:: Exercise instructions ::
Pull every line that holds the word "BOUFFLERS" from the entries.

:: Data in this exercise ::
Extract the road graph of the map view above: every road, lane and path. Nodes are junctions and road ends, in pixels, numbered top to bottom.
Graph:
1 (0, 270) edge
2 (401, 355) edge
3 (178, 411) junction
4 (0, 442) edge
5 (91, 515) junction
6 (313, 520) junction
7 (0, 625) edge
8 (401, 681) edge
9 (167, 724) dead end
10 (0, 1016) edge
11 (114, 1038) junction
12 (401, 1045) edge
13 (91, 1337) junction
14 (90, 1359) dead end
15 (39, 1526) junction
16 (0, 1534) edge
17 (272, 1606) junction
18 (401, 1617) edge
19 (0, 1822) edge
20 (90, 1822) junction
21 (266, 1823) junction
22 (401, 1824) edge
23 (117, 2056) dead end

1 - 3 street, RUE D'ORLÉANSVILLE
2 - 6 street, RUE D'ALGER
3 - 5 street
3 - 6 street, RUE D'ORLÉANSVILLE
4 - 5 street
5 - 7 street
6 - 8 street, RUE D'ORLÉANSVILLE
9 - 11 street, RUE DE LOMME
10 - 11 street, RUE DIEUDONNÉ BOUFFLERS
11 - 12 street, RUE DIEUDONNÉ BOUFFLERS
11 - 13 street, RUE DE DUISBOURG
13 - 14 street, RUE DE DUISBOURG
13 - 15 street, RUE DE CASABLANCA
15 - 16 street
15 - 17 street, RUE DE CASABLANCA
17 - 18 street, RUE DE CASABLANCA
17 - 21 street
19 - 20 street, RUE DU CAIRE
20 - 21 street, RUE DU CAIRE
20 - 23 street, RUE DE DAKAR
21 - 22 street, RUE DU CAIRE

:: Result of this task ::
10 - 11 street, RUE DIEUDONNÉ BOUFFLERS
11 - 12 street, RUE DIEUDONNÉ BOUFFLERS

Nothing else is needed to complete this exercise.